The Potential of LLMs in Medical Education: Generating Questions and Answers for Qualification Exams
Yunqi Zhu, Wen Tang, Huayu Yang, Jinghao Niu, Liyang Dou, Yifan Gu, Yuanyuan Wu, Wensheng Zhang, Ying Sun, Xuebing Yang
TL;DR
The study investigates whether large language models (LLMs) can serve as question setters for medical qualification exams by generating open-ended questions and answers from real-world EHR data. Using the multicenter China Elderly Comorbidity Medical Database (CECMed) and a few-shot prompting framework, eight LLMs are benchmarked against human experts across criteria such as coherence, sufficiency, factual correctness, and professionalism. Results show that certain LLMs (e.g., ERNIE 4, Spark 4, Doubao) approach clinician performance on some question-creation metrics, while human experts still outperform in aspects like sufficiency and correctness for answers; AI revisions guided by expert feedback can improve output quality, though answers generally lag behind humans.

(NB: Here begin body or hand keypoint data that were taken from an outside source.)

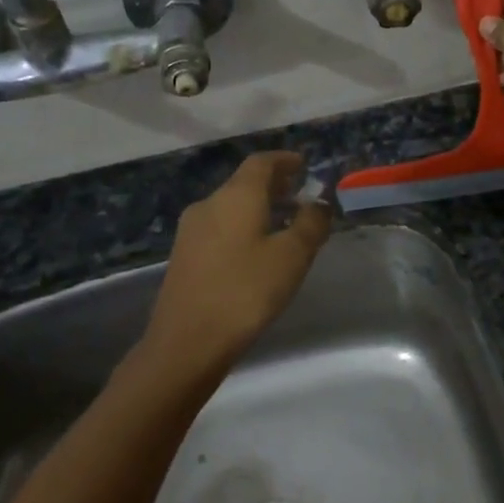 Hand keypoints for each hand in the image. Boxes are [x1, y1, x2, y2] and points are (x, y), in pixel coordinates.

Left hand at [133, 152, 331, 388]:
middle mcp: (209, 204)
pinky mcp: (184, 255)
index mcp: (236, 196)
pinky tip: (256, 249)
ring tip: (283, 223)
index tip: (304, 165)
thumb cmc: (245, 291)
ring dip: (258, 207)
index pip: (261, 162)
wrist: (186, 342)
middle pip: (244, 182)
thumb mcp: (292, 257)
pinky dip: (242, 225)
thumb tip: (319, 203)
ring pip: (231, 205)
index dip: (285, 160)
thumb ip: (310, 224)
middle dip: (274, 184)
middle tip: (300, 194)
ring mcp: (191, 230)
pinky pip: (220, 226) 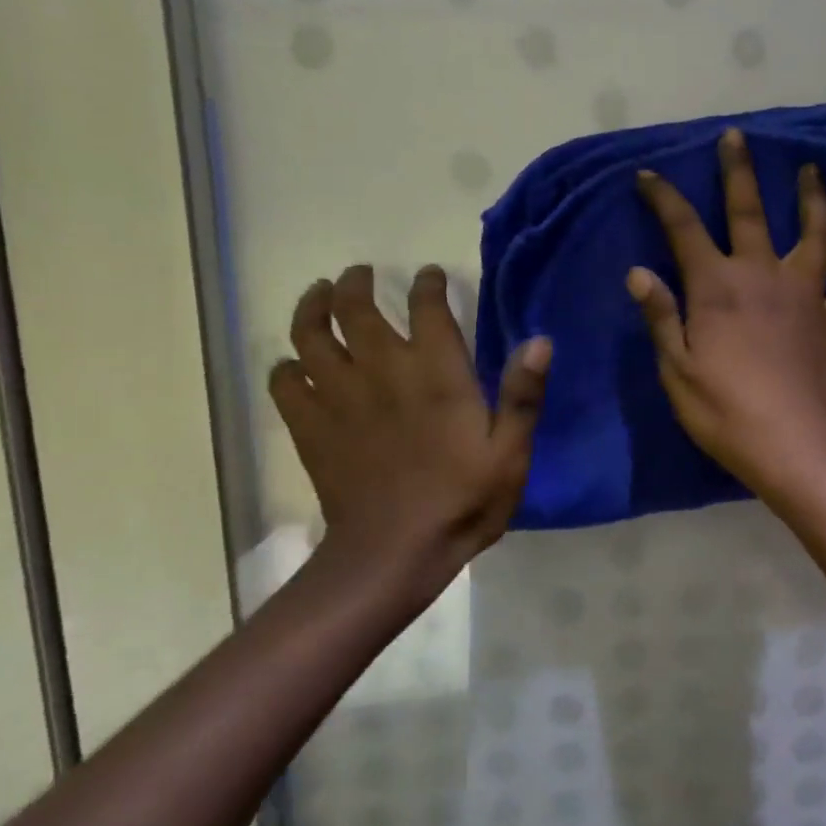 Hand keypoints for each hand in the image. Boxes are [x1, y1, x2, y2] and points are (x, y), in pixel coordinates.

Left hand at [269, 264, 548, 576]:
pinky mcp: (310, 426)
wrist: (395, 551)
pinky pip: (285, 382)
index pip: (426, 307)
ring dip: (312, 307)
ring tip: (318, 295)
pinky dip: (286, 367)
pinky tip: (294, 365)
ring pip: (310, 334)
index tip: (428, 276)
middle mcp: (381, 369)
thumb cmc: (462, 501)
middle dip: (356, 283)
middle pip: (355, 307)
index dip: (427, 284)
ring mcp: (338, 396)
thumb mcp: (510, 452)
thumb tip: (540, 340)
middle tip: (359, 274)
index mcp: (435, 372)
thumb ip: (523, 394)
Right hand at [629, 128, 825, 493]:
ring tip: (812, 172)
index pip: (683, 229)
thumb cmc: (724, 412)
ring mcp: (806, 296)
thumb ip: (661, 316)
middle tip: (735, 137)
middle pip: (750, 212)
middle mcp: (763, 277)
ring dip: (813, 200)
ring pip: (815, 234)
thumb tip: (639, 272)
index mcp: (717, 288)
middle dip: (738, 172)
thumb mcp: (676, 369)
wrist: (792, 446)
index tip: (648, 175)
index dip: (663, 199) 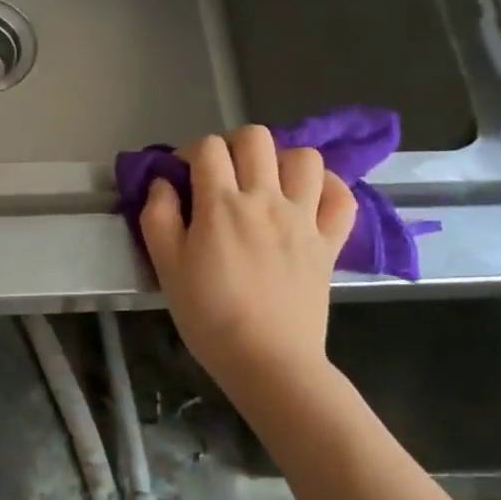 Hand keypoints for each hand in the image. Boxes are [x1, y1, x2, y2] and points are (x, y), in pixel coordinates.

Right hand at [139, 126, 356, 395]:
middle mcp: (266, 200)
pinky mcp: (330, 241)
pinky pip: (342, 196)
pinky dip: (326, 187)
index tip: (181, 176)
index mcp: (221, 205)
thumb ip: (158, 217)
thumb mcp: (166, 267)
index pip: (207, 148)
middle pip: (255, 138)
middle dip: (231, 145)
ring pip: (304, 157)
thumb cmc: (209, 316)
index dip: (189, 153)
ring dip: (279, 160)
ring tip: (264, 183)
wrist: (267, 361)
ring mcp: (304, 218)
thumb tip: (163, 184)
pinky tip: (307, 197)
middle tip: (220, 174) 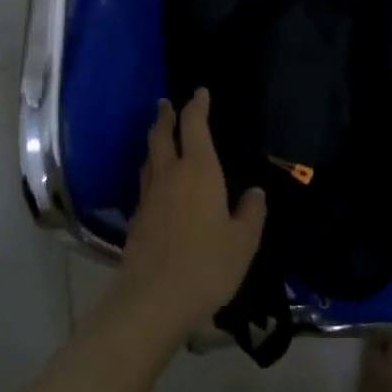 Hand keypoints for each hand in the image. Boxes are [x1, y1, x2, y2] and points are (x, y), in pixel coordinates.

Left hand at [115, 91, 265, 338]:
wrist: (152, 299)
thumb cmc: (206, 265)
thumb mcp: (242, 242)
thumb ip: (251, 214)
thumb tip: (255, 192)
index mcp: (198, 170)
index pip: (194, 126)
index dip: (197, 106)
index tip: (199, 92)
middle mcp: (170, 174)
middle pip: (162, 135)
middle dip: (165, 116)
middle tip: (166, 103)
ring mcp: (149, 196)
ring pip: (150, 157)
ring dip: (154, 141)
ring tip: (159, 135)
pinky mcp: (137, 218)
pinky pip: (146, 181)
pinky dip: (151, 169)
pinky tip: (157, 181) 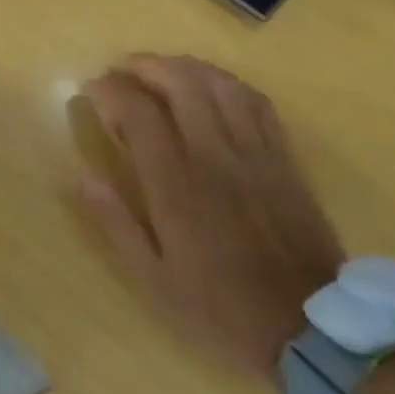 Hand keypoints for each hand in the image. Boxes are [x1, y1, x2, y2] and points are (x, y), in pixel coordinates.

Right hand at [77, 55, 344, 378]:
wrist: (309, 328)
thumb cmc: (219, 306)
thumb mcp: (153, 278)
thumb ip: (117, 224)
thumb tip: (86, 178)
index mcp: (176, 186)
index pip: (139, 113)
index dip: (110, 89)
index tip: (92, 88)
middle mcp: (215, 157)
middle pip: (182, 82)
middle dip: (146, 65)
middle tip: (123, 71)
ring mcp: (255, 154)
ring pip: (221, 84)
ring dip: (186, 67)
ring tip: (163, 71)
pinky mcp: (284, 160)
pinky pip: (257, 103)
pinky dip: (228, 84)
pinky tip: (212, 88) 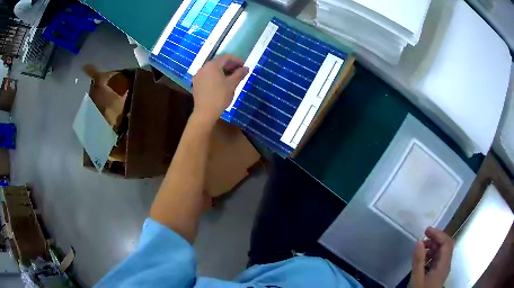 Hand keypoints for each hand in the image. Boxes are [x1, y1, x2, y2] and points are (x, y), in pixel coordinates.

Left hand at [192, 54, 248, 124]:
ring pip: (212, 69)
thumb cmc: (220, 96)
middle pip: (218, 62)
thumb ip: (239, 74)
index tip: (243, 66)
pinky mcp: (196, 83)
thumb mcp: (232, 84)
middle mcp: (203, 67)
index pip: (226, 57)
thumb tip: (246, 68)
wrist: (205, 112)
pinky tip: (220, 83)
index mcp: (212, 65)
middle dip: (229, 65)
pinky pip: (207, 75)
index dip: (236, 60)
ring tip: (230, 77)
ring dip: (222, 71)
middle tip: (238, 71)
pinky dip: (214, 76)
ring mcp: (198, 75)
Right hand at [410, 227, 453, 287]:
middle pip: (446, 246)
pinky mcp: (438, 274)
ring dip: (433, 246)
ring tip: (421, 248)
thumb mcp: (417, 279)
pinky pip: (438, 259)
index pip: (446, 243)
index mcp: (443, 265)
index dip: (438, 234)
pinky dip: (431, 255)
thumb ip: (418, 261)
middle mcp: (446, 265)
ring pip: (442, 252)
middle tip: (424, 237)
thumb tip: (419, 241)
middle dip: (436, 239)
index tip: (426, 230)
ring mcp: (442, 269)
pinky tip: (423, 259) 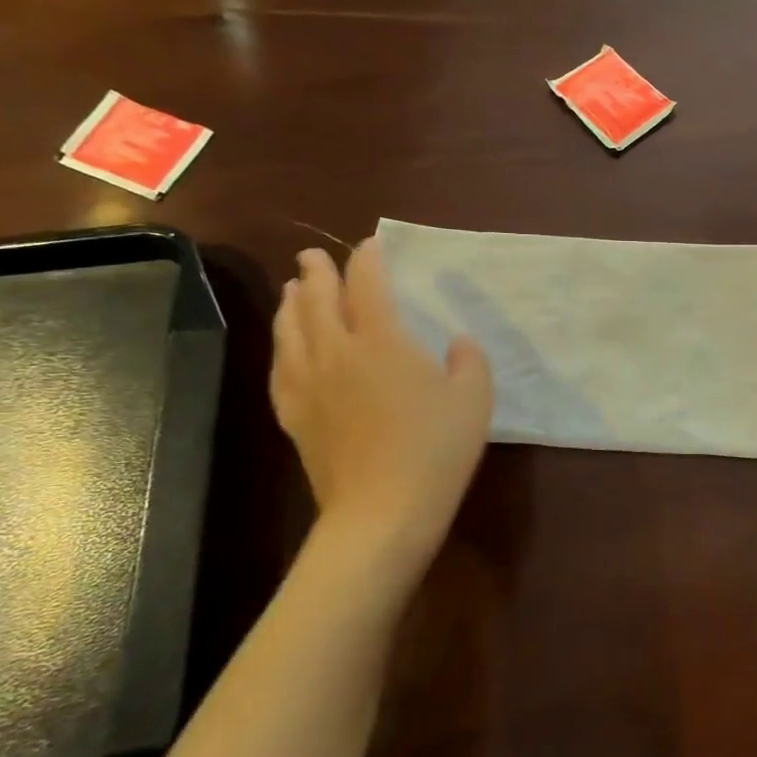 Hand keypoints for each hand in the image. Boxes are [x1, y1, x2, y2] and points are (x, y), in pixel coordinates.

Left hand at [270, 241, 492, 555]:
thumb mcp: (475, 399)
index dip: (368, 260)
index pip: (368, 286)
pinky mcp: (296, 416)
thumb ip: (469, 360)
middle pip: (317, 300)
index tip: (370, 245)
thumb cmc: (436, 449)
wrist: (382, 511)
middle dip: (317, 273)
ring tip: (291, 290)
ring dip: (291, 304)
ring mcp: (310, 385)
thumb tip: (457, 342)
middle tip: (314, 256)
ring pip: (290, 330)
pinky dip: (281, 347)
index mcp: (383, 341)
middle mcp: (337, 353)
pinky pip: (281, 369)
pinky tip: (285, 348) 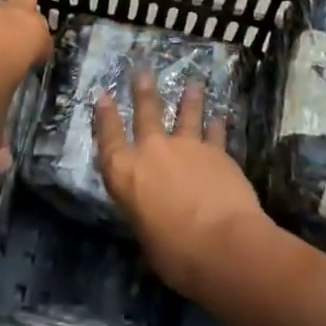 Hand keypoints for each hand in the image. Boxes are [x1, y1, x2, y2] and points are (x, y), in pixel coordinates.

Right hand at [94, 71, 273, 299]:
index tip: (102, 95)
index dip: (105, 116)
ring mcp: (187, 147)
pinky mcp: (217, 152)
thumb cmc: (175, 253)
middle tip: (143, 71)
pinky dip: (217, 125)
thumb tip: (155, 212)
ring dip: (189, 99)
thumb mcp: (146, 235)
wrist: (222, 243)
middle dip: (143, 91)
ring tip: (193, 84)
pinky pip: (215, 133)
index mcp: (125, 174)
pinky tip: (220, 116)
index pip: (109, 139)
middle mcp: (152, 152)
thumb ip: (147, 214)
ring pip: (186, 115)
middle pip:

The work highlights a feasible AI-assisted path for scalable medical exam content generation, while underscoring limitations like hallucinations, language bias, and reproducibility, and points to future directions such as retrieval-augmented generation and broader, multilingual evaluations to enhance reliability and applicability in medical education.
Abstract
In this work, we leverage LLMs to produce medical qualification exam questions and the corresponding answers through few-shot prompts, investigating in-depth how LLMs meet the requirements in terms of coherence, evidence of statement, factual consistency, and professionalism etc. Utilizing a multicenter bidirectional anonymized database with respect to comorbid chronic diseases, named Elderly Comorbidity Medical Database (CECMed), we tasked LLMs with generating open-ended questions and answers based on a subset of sampled admission reports. For CECMed, the retrospective cohort includes patients enrolled from January 2010 to January 2022 while the prospective cohort from January 2023 to November 2023, with participants sourced from selected tertiary and community hospitals across the southern, northern, and central regions of China. A total of 8 widely used LLMs were used, including ERNIE 4, ChatGLM 4, Doubao, Hunyuan, Spark 4, Qwen, Conventional medical education requires sophisticated clinicians to formulate questions and answers based on prototypes from EHRs, which is heuristic and time-consuming. We found that mainstream LLMs could generate questions and answers with real-world EHRs at levels close to clinicians. Although current LLMs performed dissatisfactory in some aspects, medical students, interns and residents could reasonably make use of LLMs to facilitate understanding.